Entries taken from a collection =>
····················
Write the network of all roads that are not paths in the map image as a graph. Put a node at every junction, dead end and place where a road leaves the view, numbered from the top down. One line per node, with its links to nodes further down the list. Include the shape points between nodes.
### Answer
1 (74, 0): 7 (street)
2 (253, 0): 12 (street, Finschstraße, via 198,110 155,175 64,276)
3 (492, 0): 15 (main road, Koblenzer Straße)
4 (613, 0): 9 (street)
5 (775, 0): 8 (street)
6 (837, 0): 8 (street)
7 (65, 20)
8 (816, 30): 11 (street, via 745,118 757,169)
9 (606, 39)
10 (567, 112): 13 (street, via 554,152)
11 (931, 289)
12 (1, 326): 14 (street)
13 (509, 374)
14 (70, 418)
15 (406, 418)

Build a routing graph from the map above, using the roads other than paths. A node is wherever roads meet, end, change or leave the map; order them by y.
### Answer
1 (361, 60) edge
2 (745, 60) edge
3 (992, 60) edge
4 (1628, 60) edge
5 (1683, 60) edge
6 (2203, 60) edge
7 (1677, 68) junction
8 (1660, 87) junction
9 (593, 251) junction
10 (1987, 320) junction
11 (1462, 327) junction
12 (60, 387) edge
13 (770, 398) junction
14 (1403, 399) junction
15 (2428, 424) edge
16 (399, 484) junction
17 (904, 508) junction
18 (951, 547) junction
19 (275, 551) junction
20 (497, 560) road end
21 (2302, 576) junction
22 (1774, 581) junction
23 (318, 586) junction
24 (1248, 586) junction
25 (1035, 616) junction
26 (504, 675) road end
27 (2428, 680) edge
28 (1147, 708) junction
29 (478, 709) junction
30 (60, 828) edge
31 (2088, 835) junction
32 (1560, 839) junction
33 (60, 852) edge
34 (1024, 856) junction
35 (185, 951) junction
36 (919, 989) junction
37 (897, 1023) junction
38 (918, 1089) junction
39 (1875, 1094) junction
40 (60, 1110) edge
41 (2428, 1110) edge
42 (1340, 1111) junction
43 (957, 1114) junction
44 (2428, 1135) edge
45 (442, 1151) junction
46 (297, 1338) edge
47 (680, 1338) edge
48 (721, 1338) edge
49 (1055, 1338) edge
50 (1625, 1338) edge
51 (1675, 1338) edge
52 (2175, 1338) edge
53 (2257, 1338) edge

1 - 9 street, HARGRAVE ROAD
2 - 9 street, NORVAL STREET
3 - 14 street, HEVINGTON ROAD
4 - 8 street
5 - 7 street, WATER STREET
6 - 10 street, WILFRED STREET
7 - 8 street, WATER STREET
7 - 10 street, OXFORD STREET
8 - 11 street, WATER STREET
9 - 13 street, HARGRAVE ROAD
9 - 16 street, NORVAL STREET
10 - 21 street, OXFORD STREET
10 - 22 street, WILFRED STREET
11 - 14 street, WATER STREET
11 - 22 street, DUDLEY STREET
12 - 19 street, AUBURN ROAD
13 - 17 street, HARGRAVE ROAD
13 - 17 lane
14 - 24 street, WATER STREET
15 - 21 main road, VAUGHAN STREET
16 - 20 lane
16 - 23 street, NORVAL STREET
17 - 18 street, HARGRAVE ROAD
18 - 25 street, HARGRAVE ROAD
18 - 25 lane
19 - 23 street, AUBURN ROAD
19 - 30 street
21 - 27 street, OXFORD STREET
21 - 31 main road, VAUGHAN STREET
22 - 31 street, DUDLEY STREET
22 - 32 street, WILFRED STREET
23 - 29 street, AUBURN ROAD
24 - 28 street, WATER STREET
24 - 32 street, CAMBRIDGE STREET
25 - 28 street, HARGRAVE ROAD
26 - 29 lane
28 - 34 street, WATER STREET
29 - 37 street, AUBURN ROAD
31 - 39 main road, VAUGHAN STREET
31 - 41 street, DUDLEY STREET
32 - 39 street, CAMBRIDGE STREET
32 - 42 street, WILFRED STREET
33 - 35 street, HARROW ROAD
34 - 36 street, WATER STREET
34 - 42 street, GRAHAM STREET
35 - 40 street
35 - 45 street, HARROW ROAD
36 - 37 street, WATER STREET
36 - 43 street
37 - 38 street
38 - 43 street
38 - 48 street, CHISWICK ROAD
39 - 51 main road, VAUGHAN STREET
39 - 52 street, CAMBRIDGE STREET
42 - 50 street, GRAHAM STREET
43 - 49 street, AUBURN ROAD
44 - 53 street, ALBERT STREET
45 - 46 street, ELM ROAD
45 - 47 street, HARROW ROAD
····················
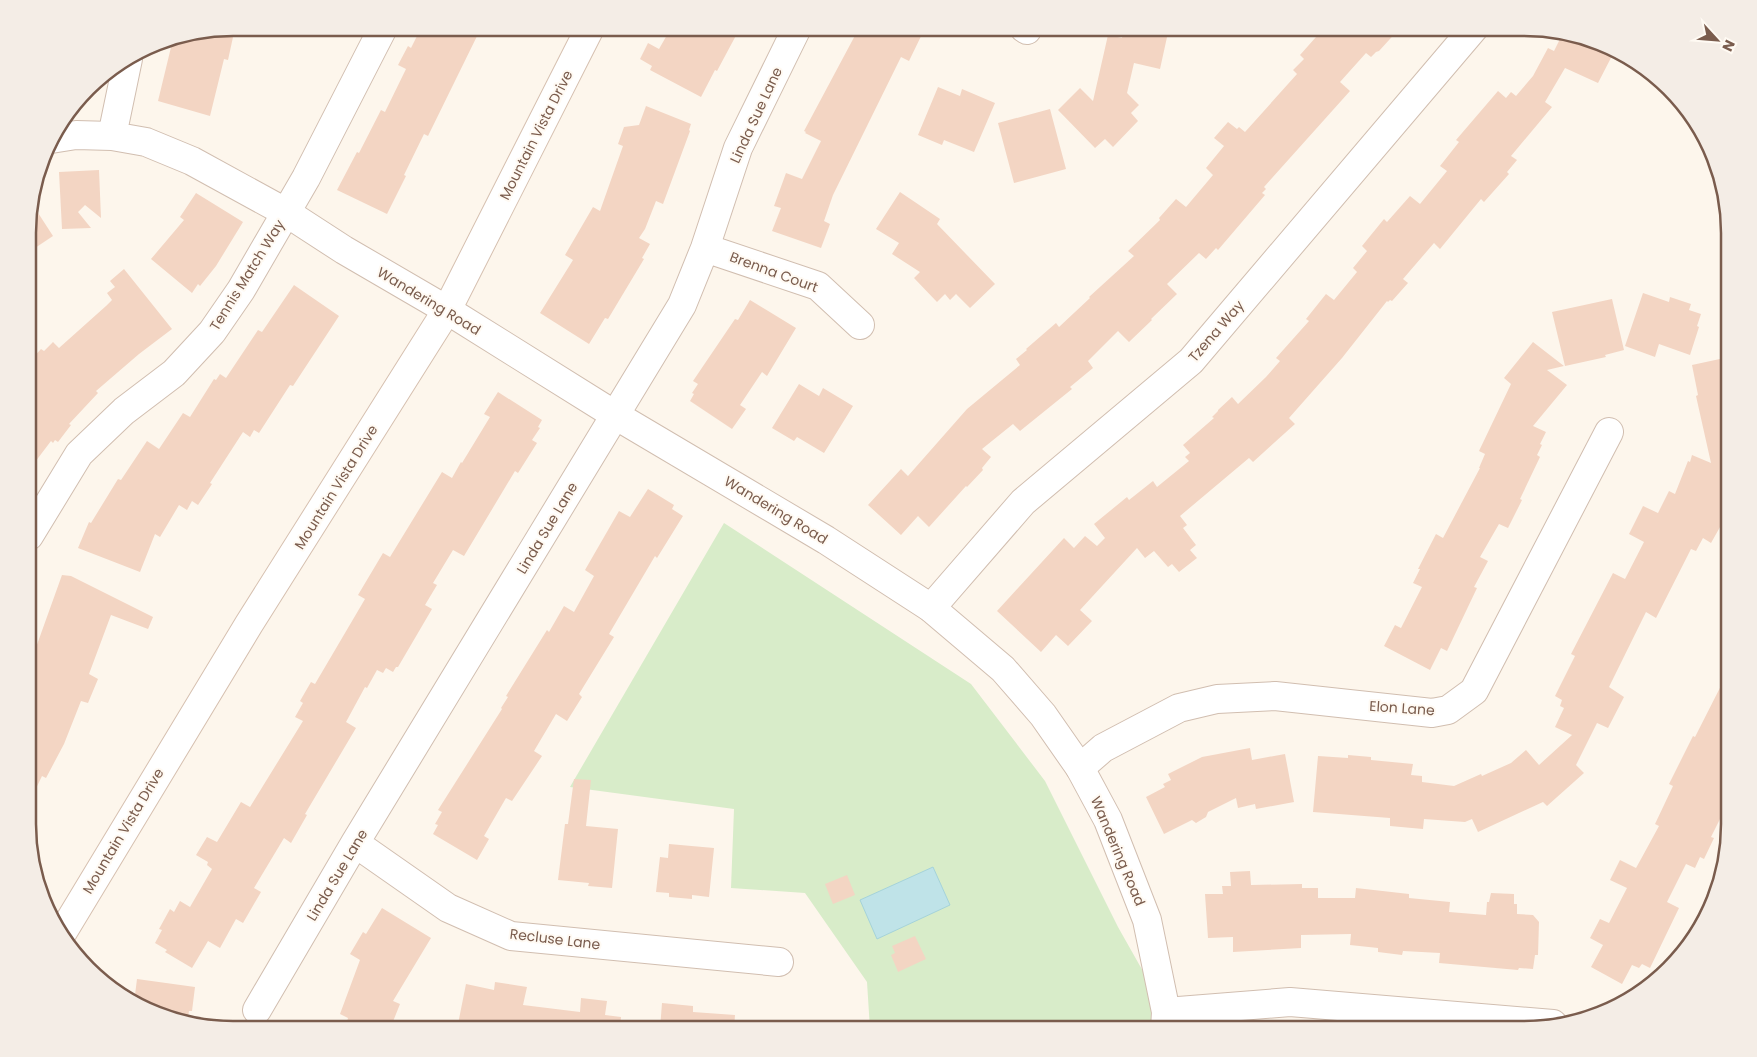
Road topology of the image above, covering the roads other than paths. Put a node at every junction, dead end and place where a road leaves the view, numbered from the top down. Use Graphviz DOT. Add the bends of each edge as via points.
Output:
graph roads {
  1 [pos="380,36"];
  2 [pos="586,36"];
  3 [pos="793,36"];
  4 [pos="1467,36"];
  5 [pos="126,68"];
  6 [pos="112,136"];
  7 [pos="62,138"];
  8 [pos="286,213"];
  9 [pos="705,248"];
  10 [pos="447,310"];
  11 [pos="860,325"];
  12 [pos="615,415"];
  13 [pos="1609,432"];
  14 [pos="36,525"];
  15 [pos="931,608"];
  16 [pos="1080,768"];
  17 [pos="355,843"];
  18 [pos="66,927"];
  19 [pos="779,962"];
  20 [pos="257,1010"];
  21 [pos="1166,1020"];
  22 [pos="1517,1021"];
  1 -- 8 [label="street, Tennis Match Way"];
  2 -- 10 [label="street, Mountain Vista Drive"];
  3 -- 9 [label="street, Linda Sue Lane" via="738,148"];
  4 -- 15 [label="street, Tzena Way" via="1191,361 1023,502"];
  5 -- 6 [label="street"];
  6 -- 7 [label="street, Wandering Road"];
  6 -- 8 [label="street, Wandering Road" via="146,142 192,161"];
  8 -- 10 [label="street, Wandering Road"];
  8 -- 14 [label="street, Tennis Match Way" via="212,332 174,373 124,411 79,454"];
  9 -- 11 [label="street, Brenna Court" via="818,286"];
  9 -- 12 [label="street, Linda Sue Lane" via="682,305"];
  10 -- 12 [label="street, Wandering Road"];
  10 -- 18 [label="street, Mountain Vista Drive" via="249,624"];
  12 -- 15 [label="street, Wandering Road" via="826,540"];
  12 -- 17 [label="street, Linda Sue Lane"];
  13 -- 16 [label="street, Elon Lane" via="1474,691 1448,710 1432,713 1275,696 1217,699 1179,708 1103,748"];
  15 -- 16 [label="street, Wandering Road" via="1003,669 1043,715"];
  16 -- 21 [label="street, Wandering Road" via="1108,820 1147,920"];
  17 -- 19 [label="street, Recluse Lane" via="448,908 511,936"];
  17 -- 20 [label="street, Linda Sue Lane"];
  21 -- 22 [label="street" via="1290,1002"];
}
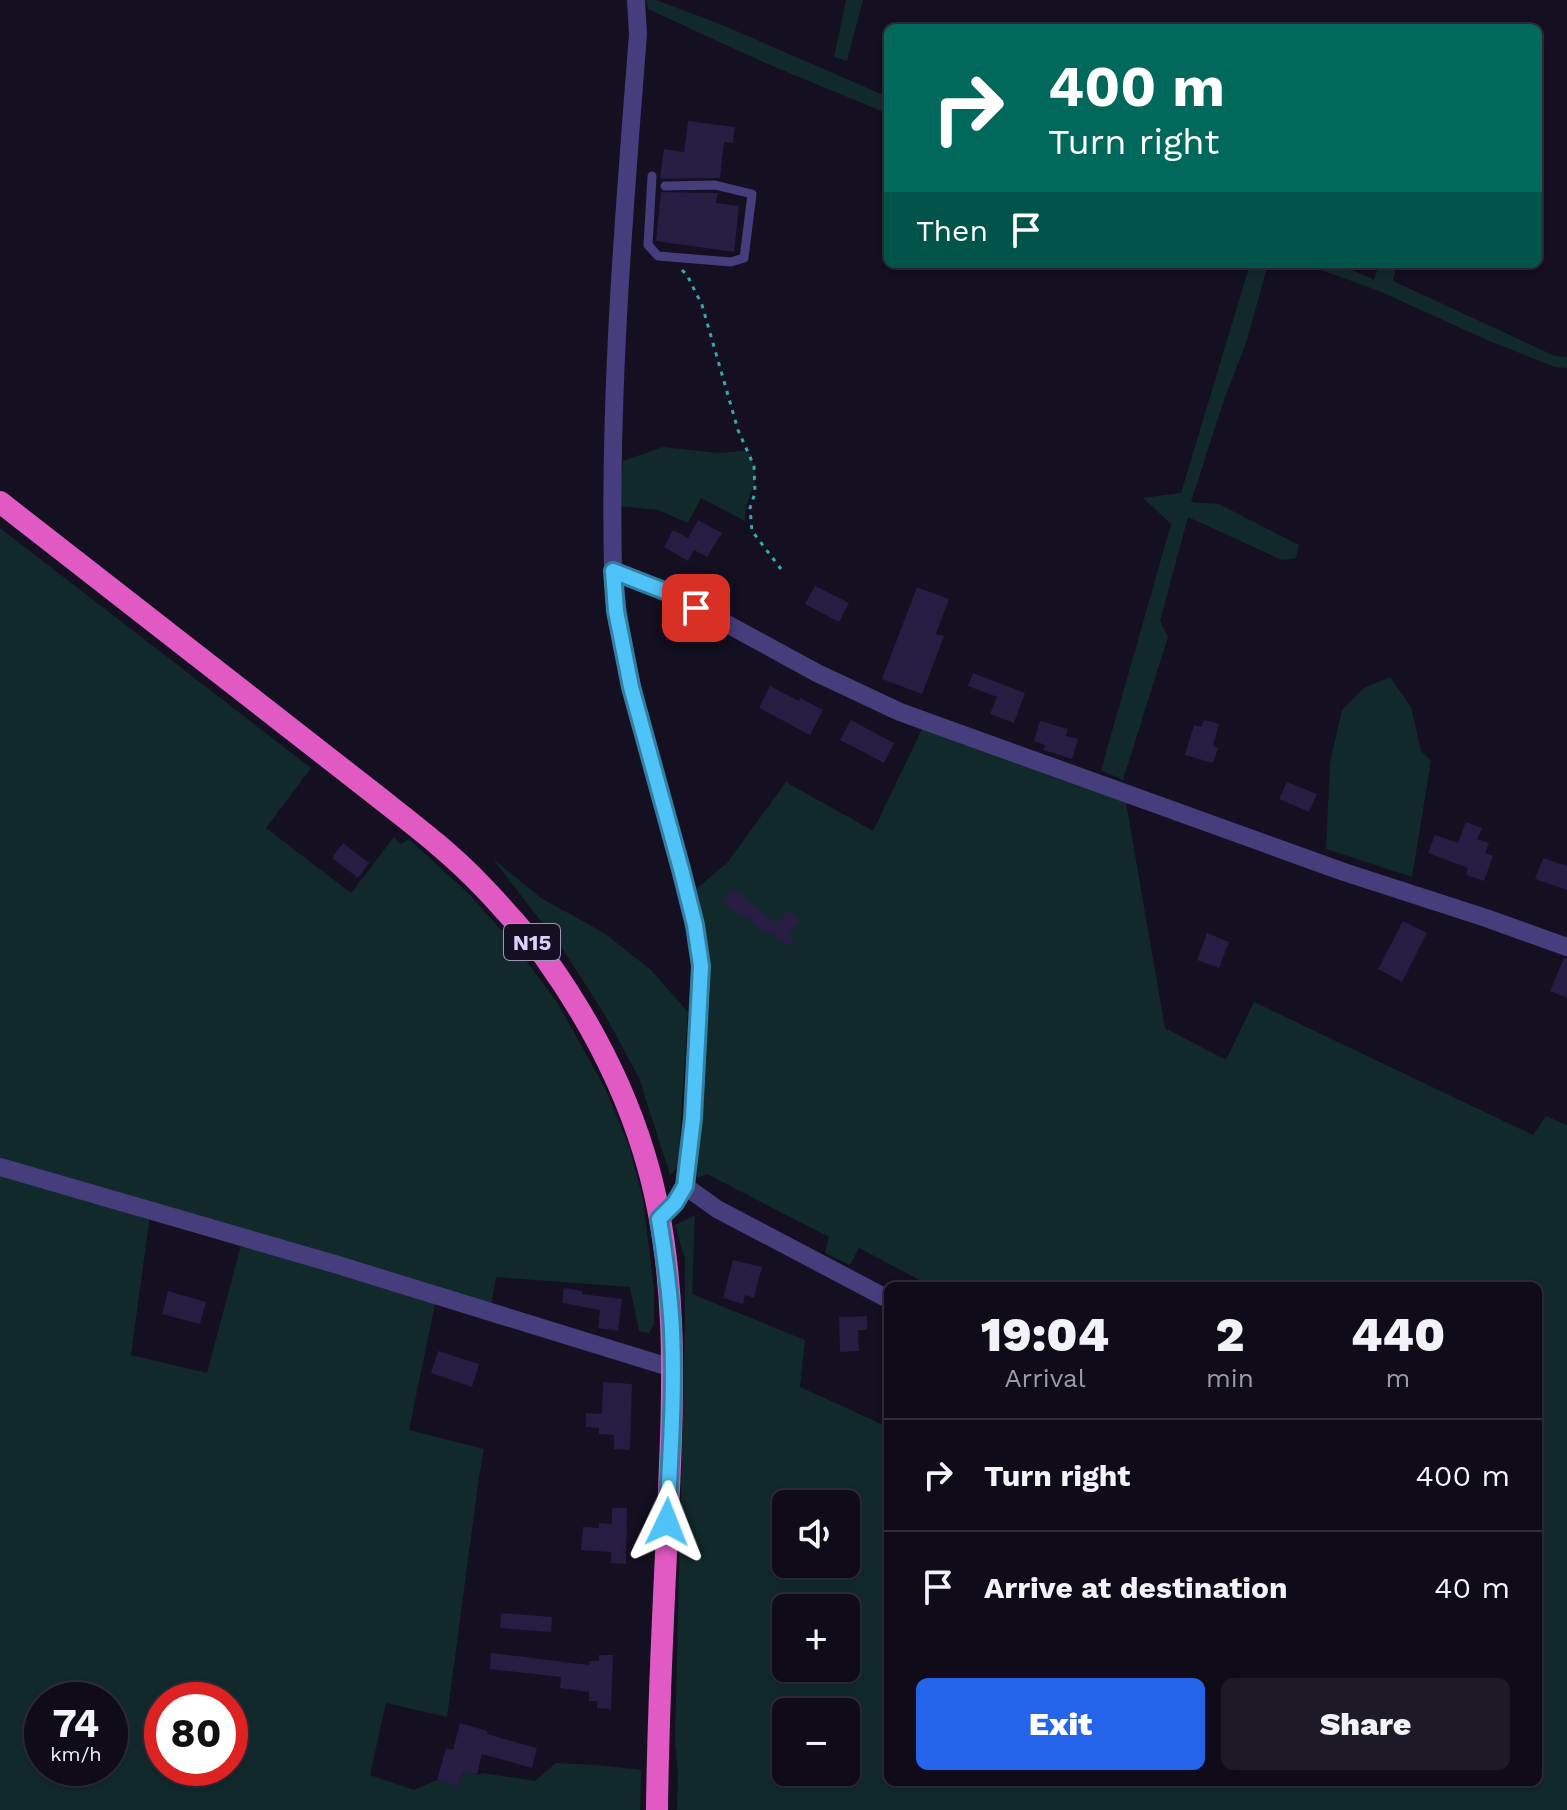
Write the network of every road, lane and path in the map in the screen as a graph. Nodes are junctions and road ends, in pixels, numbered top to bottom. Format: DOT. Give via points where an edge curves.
····················
Work instruction =>
Would you filter the records and copy each line that contains the word "paths"?

Exercise result =>
Write the network of all roads that are not paths in the map image as a graph. Put a node at every junction, dead end and place where a road leaves the view, numbered from the top down. One line per node, with its links to nodes further down the list. Include the shape points between nodes.
Build a routing graph from the map above, using the roads other than paths. A node is wherever roads meet, end, change or leave the map; order them by y.
Road topology of the image above, covering the roads other than paths. Put a node at every junction, dead end and place where a road leaves the view, numbered from the top down. Use Graphviz DOT. Add the bends of each edge as via points.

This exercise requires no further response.